Quando quebrou o silêncio, António Costa referiu que desconhecia o email de Hugo Mendes e deixou claro que, se tivesse conhecido, «teria obrigado o ministro [das Infraestruturas, Pedro Nuno Santos] a demiti-lo, na hora», garantindo que a atuação do antigo secretário de Estado não corresponde «de forma alguma» ao padrão de relacionamento do seu Executivo com as empresas públicas.
A tentativa de demarcação de Costa em relação a Pedro Nuno não passou despercebida entre socialistas e é entendida como uma forma de salvaguardar não só o Governo, como também o partido e todos os outros nomes que se perfilam para o futuro do PS, nomeadamente Fernando Medina, que o primeiro-ministro fez questão de apontar como exemplo, elogiando «o relacionamento estratégico» do ministro das Finanças com outras empresas públicas.
Na opinião pública, já se aponta o antigo ministro das Infraestruturas como o «grande culpado» quando o assunto é a TAP, como acusou Luís Marques Mendes no seu espaço de comentário dominical na SIC.
No final de janeiro, o comentador e antigo líder social-democrata já tinha atestado em declarações ao Nascer do SOL que Pedro Nuno Santos tinha a sua credibilidade «minada». Agora, diz mesmo ter sérias dúvidas de que o ex-governante, que foi rosto da nacionalização da TAP, alguma vez consiga ser primeiro-ministro, mesmo que venha a ser eleito líder do PS.
As críticas à atuação do antecessor de João Galamba no dossiê da TAP também se fazem ouvir entre socialistas: «Comportou-se como uma espécie de líder sombra do PS. Agia como se estivesse ungido por uma legitimidade própria que advinha de ter uma ruidosa claque de apoio dentro do PS», resume Daniel Adrião.
Em declarações ao Nascer do SOL, o dirigente socialista, que é rosto de uma corrente interna de oposição à atual direção do PS (Ver págs. 10-13), considera que o comportamento de Pedro Nuno Santos em várias ocasiões revelou «um excesso de confiança, uma autoconfiança muitíssimo grande». «Aliás, aquele episódio do despacho do novo aeroporto é revelador de que ele achava que tinha legitimidade própria para além do próprio primeiro-ministro», recorda.
Daniel Adrião acredita que o ex-governante sai «muito prejudicado» deste episódio.

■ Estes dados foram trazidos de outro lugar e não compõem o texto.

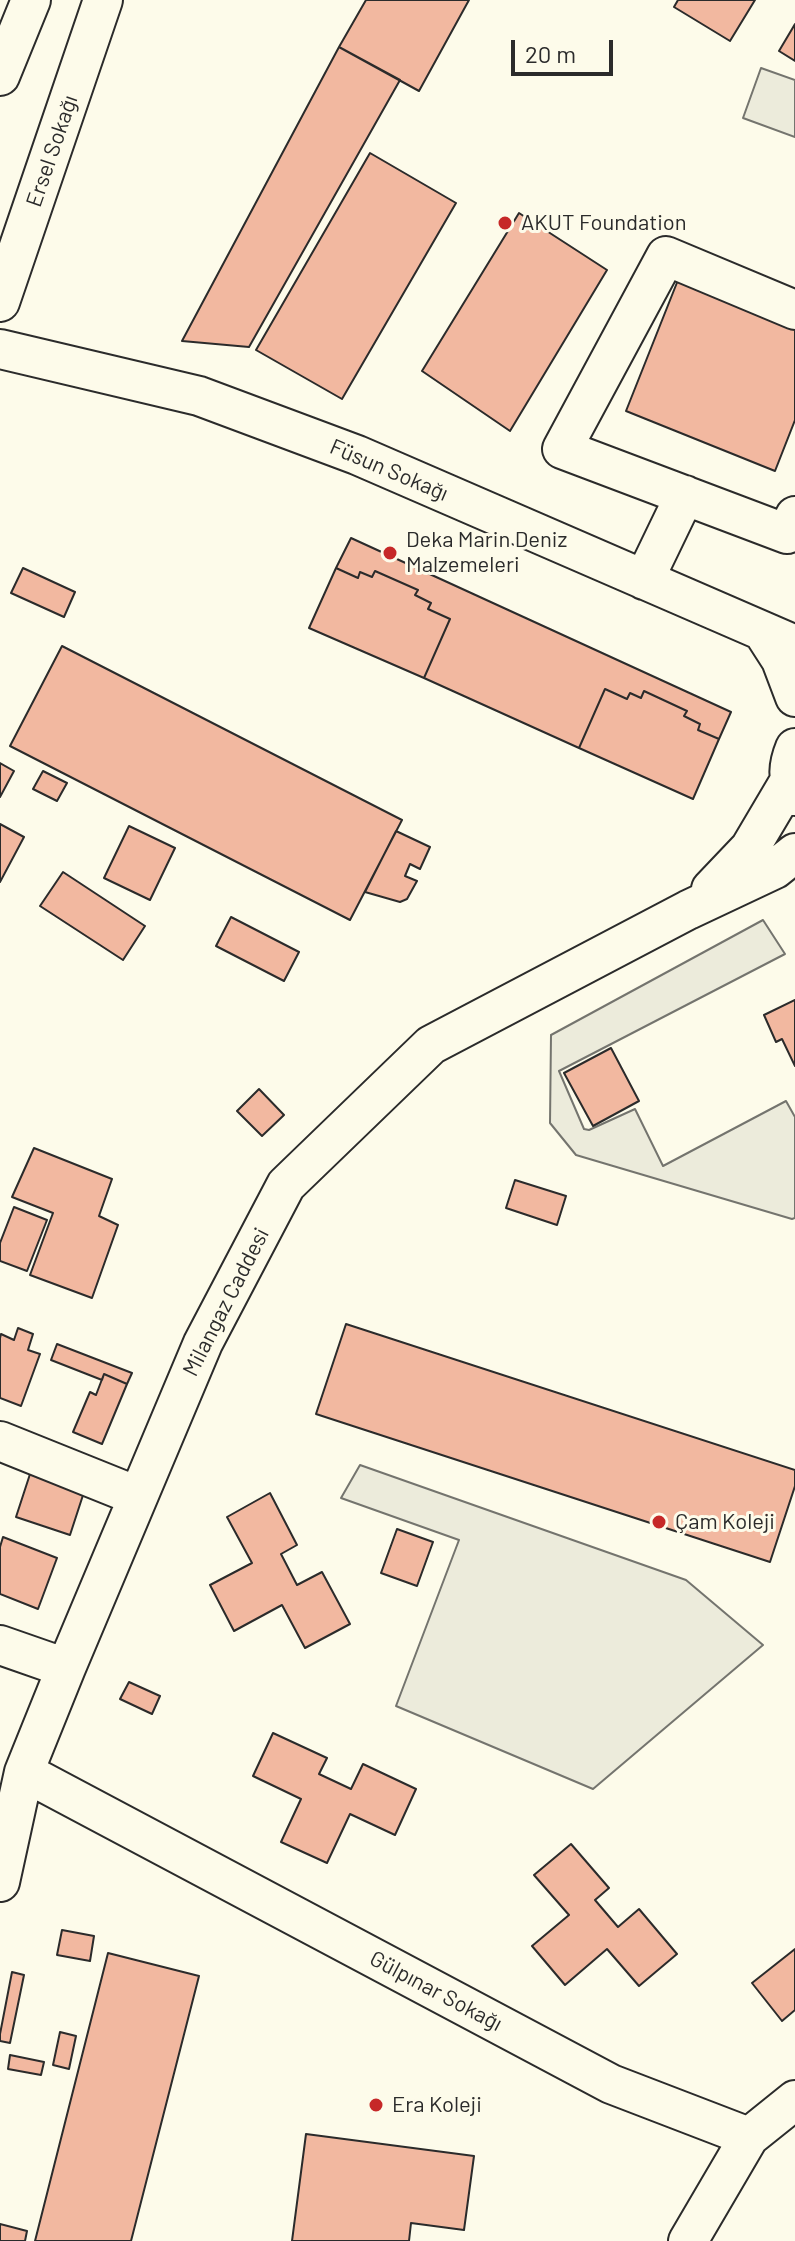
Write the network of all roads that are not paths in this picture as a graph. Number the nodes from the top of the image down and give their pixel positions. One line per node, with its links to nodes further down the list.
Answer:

Sobre as ambições políticas de Pedro Nuno Santos não hesita: «A análise é sempre dos militantes do PS, que são pessoas conscientes que conseguem analisar o que se tem passado. Eu confio na avaliação e no juízo dos militantes do PS».

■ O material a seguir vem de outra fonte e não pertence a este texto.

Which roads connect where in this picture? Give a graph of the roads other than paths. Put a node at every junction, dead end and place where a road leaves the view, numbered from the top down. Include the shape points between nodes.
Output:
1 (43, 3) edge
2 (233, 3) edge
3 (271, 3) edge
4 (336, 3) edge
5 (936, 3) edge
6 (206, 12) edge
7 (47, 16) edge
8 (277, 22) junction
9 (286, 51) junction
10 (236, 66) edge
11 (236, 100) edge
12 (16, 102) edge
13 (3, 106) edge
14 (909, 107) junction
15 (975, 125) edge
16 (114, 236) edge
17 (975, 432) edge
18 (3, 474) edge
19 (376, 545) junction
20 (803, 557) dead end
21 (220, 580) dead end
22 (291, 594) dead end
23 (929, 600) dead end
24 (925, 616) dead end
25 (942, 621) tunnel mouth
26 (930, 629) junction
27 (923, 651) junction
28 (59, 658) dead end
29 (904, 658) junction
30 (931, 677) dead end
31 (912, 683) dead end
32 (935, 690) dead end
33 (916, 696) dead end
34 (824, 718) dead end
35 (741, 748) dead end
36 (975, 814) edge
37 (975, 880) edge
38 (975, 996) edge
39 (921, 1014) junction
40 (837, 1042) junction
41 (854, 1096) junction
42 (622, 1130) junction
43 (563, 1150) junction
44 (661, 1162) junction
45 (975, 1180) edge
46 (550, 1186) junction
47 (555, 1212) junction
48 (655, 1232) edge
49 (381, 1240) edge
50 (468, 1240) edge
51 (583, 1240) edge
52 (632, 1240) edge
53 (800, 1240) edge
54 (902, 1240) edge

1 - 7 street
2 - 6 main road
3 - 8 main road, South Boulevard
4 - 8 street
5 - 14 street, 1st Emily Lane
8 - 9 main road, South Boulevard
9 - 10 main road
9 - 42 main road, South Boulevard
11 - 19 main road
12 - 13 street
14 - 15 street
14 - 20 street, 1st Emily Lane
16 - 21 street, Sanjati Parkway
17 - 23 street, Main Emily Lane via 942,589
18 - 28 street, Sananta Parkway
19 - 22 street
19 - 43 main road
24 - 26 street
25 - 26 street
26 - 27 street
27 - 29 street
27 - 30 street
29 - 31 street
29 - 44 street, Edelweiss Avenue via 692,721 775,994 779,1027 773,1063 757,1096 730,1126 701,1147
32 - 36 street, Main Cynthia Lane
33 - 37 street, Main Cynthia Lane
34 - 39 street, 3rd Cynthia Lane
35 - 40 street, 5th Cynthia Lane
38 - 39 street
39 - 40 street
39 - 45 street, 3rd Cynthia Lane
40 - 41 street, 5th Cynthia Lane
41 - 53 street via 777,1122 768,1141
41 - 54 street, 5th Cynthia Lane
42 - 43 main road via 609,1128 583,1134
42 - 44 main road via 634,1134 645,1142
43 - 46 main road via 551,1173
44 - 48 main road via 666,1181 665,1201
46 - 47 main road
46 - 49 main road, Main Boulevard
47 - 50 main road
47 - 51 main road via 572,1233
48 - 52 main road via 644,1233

O líder da minoria interna do PS não esconde as suas reservas relativamente a Pedro Nuno Santos, a quem não reconhece o perfil para para ser líder do partido. «Não é pessoa que tenha o perfil para de facto desempenhar essas funções. Há muita gente no PS com competência, com qualificações, para poder aspirar à liderança do partido. Há muitos nomes dos quais nem sequer se fala», defende, alegando que se o partido realizasse primárias abertas «outros candidatos que não estes de que agora se falam que haviam de surgir».
«O processo tem é de ser transparente, aberto, por isso, é que defendo primárias abertas. Essa decisão não deve ser só tomada pelos militantes do PS, é uma decisão que tem de ser aberta à cidadania e aos eleitores do PS, tal como aconteceu em setembro de 2014 na disputa entre António José Seguro e António Costa. O PS só ganha em abrir essa decisão à sua base social de apoio», argumenta Daniel Adrião.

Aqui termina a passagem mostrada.